Fromdos dos2unix in ruby

how can I achieve in ruby the result of running:
fromdos dos_file.txt unix_file.txt

or in vim:
set ff=unix

?

thanks,
chris

just to add, I need to do that conversion under windows.

thanks,
chris

···

On 18 Aug., 13:38, Krzysztof Cierpisz <ciape...@gmail.com> wrote:

how can I achieve in ruby the result of running:
fromdos dos_file.txt unix_file.txt

or in vim:
set ff=unix

?

thanks,
chris

krzysztof cierpisz <ciapecki@gmail.com> writes:

···

On 18 Aug., 13:38, Krzysztof Cierpisz <ciape...@gmail.com> wrote:

how can I achieve in ruby the result of running:
fromdos dos_file.txt unix_file.txt

or in vim:
set ff=unix

?

just to add, I need to do that conversion under windows.

Well, you would read from the input file, replace the dos/windows line
endings with unix ones and write to the output file.

--
Dominik Honnef
dominikho@gmx.net

Well, you would read from the input file, replace the dos/windows line
endings with unix ones and write to the output file.

I tried with following dos2unix.rb script

###### dos2unix.rb ######################
out = File.open(ARGV[1],"w")

File.open(ARGV[0]).each {|line|
  out << line.gsub!(/\r$/,'')
}

out.close

···

#########################################

this:
ruby dos2unix.rb u8nl_utf8_tab.dos.txt d

works fine on Linux (d with length 408 bytes) but not on Windows, on
Windows d is a file with 0 bytes

input file u8nl_utf8_tab.dos.txt looks like this:
col1,col2|~|
"first line of cell 1
second line of cell 1",only line in 2|~|
"Czy specjalny telefon przeznaczony dla dzieci w wieku od 3 do 7 lat
podbije rynek?

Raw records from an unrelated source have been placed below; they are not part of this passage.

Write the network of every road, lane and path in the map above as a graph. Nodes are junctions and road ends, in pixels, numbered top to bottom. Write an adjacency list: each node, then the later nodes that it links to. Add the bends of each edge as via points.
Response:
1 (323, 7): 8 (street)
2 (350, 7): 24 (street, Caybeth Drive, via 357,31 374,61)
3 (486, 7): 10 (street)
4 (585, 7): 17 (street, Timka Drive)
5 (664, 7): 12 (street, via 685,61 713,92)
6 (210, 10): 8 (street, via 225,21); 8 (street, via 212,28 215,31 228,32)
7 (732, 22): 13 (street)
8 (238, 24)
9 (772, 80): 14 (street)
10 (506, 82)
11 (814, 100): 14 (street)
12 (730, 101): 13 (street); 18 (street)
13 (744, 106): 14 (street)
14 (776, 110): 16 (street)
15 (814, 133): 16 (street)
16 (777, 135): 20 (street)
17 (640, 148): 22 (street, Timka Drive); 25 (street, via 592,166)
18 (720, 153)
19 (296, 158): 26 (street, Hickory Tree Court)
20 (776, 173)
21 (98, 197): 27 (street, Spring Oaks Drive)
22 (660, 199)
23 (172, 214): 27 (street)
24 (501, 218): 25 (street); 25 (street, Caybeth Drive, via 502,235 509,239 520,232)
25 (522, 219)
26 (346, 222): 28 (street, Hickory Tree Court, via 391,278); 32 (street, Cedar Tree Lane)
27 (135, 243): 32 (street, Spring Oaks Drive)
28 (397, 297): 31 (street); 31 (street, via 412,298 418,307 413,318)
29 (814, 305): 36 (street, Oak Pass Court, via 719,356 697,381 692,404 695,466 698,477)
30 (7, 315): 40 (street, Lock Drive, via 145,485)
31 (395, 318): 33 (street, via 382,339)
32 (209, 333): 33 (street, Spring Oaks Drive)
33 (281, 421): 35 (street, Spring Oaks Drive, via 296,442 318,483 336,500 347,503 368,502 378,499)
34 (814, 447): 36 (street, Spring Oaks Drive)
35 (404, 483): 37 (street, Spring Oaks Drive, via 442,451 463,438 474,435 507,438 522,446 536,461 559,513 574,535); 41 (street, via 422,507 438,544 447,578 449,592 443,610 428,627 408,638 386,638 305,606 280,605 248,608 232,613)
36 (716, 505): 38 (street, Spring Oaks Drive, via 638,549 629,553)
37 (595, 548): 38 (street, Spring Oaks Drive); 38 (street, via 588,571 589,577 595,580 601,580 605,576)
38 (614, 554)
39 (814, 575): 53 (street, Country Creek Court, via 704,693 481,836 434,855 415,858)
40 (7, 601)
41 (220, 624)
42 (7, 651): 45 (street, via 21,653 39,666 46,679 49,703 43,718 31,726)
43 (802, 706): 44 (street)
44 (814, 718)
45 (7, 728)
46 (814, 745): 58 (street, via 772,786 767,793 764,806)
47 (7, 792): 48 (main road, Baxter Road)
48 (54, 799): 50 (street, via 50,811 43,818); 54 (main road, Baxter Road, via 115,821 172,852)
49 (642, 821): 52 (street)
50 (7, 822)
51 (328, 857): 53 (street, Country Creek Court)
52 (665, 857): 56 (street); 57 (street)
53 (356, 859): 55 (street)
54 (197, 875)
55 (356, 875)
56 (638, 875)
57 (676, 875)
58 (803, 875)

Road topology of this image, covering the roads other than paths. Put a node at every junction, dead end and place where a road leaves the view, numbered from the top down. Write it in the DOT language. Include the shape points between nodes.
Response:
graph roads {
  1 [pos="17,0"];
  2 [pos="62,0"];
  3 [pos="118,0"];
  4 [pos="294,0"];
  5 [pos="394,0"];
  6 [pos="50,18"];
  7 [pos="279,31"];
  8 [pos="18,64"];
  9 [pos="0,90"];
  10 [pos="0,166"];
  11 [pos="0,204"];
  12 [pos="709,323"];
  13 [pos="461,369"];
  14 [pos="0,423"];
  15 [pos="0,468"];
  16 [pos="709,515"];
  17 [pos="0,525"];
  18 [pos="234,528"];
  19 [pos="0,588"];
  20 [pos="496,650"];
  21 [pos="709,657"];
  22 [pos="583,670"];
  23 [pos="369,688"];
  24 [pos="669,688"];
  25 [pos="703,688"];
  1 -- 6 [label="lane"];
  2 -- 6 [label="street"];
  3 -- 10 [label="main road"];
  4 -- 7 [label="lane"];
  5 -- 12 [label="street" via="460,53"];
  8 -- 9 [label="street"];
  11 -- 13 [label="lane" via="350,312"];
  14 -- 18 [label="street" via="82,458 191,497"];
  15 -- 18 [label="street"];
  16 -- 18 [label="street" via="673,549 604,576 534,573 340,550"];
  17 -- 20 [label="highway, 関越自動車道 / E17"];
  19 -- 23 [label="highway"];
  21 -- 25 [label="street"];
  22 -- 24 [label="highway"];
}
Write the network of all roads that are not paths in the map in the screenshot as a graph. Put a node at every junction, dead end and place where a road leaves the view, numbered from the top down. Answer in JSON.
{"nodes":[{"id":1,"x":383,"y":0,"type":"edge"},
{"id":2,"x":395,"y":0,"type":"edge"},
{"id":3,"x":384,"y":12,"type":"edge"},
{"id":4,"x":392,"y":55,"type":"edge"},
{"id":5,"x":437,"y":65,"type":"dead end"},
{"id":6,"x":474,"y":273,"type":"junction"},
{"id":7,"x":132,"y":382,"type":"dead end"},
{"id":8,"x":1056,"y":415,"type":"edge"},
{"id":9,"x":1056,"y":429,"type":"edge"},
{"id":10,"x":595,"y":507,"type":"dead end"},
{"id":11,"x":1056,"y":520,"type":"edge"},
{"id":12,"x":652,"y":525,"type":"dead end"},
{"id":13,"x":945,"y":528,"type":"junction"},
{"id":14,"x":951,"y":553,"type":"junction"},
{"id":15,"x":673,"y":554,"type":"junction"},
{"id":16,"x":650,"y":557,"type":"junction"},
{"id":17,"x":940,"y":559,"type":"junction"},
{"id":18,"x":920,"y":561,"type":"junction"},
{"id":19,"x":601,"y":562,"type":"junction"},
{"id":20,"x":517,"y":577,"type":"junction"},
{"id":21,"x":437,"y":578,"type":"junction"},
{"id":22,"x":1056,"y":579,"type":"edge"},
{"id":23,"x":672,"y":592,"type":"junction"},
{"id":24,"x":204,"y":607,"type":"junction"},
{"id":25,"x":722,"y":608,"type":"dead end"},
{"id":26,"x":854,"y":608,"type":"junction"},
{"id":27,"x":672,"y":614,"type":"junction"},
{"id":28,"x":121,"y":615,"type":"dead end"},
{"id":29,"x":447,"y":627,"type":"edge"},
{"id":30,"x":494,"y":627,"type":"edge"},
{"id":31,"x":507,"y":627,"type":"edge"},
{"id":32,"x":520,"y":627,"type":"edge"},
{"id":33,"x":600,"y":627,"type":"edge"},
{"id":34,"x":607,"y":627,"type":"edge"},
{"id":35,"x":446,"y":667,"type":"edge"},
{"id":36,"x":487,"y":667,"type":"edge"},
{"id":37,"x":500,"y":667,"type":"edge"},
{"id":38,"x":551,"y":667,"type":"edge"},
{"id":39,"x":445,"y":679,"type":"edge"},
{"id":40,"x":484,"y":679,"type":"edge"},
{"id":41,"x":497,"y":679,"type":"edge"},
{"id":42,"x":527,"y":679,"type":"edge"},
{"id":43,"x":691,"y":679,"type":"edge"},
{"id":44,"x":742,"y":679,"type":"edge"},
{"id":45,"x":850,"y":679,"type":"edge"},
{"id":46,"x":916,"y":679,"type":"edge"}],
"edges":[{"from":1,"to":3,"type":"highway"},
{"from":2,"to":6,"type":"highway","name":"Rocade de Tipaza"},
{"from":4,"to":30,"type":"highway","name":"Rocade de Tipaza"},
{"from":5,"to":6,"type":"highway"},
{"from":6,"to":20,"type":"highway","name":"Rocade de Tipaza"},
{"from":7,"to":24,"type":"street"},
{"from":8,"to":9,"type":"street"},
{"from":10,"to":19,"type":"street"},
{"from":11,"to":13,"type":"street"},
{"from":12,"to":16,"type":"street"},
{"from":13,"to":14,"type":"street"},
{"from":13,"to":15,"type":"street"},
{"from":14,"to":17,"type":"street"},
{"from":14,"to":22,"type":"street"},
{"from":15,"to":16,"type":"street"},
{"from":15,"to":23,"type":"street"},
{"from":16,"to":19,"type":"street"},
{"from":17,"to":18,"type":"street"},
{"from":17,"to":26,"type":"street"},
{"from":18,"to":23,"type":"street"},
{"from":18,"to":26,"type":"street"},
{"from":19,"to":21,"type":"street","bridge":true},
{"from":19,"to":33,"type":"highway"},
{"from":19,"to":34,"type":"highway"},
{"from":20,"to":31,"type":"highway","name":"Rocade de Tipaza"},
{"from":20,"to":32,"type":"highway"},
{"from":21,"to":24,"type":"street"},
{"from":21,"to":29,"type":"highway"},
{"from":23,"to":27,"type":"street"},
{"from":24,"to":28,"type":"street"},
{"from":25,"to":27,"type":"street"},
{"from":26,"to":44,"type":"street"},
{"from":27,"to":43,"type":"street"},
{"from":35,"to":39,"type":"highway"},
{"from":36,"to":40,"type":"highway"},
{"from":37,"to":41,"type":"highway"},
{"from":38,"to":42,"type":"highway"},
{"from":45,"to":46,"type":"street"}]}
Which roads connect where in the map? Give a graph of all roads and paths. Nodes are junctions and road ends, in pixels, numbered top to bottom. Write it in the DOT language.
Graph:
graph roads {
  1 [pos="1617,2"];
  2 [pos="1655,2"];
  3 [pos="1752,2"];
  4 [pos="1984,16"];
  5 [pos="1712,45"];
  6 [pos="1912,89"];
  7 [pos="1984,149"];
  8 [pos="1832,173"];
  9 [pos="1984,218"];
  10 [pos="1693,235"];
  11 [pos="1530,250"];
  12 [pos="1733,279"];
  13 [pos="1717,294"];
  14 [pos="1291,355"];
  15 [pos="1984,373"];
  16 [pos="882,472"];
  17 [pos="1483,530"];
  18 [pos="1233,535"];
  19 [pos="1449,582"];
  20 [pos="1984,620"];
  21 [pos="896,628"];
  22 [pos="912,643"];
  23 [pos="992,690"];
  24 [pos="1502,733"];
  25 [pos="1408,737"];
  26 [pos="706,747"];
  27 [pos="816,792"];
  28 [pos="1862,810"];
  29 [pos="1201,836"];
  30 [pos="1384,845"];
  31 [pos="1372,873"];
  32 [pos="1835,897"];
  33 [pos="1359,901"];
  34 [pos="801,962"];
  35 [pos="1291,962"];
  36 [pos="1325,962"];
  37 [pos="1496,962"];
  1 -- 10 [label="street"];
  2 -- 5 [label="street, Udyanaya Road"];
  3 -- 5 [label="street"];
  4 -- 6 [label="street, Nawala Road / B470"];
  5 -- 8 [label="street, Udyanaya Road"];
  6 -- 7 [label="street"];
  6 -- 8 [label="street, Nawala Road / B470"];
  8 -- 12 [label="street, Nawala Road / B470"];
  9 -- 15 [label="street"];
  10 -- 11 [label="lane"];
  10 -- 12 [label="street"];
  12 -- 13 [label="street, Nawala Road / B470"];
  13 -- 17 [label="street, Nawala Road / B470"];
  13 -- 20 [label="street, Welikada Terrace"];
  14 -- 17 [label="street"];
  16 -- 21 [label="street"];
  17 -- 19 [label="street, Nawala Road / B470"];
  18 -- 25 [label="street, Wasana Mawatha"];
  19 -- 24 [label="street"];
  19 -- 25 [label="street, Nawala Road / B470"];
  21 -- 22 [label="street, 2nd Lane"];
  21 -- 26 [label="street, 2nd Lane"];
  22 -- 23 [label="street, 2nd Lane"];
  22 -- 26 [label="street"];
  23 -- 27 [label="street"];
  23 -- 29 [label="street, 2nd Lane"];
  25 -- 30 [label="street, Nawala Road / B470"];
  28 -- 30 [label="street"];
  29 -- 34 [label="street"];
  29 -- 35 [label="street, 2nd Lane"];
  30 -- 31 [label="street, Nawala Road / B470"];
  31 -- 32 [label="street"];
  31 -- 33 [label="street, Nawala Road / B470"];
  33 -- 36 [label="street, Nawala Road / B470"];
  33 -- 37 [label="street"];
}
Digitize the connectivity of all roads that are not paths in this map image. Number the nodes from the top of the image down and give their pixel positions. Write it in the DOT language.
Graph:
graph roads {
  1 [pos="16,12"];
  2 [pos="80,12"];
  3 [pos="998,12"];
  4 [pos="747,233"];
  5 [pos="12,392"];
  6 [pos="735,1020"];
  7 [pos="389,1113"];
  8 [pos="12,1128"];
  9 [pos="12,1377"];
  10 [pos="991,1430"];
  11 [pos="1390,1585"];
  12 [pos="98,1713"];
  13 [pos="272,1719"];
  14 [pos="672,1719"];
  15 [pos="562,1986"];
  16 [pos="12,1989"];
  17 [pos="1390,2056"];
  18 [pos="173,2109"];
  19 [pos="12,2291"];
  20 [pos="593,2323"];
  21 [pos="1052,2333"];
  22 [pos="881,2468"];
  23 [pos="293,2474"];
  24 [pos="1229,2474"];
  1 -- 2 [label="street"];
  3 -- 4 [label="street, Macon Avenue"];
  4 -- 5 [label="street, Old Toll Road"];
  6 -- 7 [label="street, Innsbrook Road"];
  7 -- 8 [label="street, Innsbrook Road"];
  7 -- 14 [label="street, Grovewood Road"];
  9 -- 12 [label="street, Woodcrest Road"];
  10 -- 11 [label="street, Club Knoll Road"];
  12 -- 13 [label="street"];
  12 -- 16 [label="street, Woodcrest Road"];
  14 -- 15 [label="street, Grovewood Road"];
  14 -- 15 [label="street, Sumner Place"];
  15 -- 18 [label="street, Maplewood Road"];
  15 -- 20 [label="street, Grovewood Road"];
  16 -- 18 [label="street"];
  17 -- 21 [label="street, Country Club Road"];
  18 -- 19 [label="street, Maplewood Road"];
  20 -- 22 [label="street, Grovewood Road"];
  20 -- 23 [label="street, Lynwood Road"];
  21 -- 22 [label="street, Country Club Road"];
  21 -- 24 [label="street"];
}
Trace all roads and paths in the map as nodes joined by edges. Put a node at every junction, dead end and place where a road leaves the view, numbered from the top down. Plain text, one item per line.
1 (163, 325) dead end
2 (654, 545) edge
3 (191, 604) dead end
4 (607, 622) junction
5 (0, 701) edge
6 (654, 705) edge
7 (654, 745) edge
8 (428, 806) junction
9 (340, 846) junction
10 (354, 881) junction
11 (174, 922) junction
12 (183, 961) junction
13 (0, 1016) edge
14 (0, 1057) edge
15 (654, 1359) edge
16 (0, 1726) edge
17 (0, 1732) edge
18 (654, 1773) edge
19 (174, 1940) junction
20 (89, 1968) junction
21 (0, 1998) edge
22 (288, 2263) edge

Jest prosty, bezpieczny i ma tylko 4 klawisze.
Sprzedawać go chce między innymi telefonia ojca Rydzyka. więcej
","Copyright © World Group.
Реклама
Help
Сделать World стартовой"|~|
äöüб фыва,"asdf,эжх"|~|

thanks,
chris

You are not closing the File object properly so your output might
never get flushed to disk...

Cheers

robert

···

2009/8/18 krzysztof cierpisz <ciapecki@gmail.com>:

Well, you would read from the input file, replace the dos/windows line
endings with unix ones and write to the output file.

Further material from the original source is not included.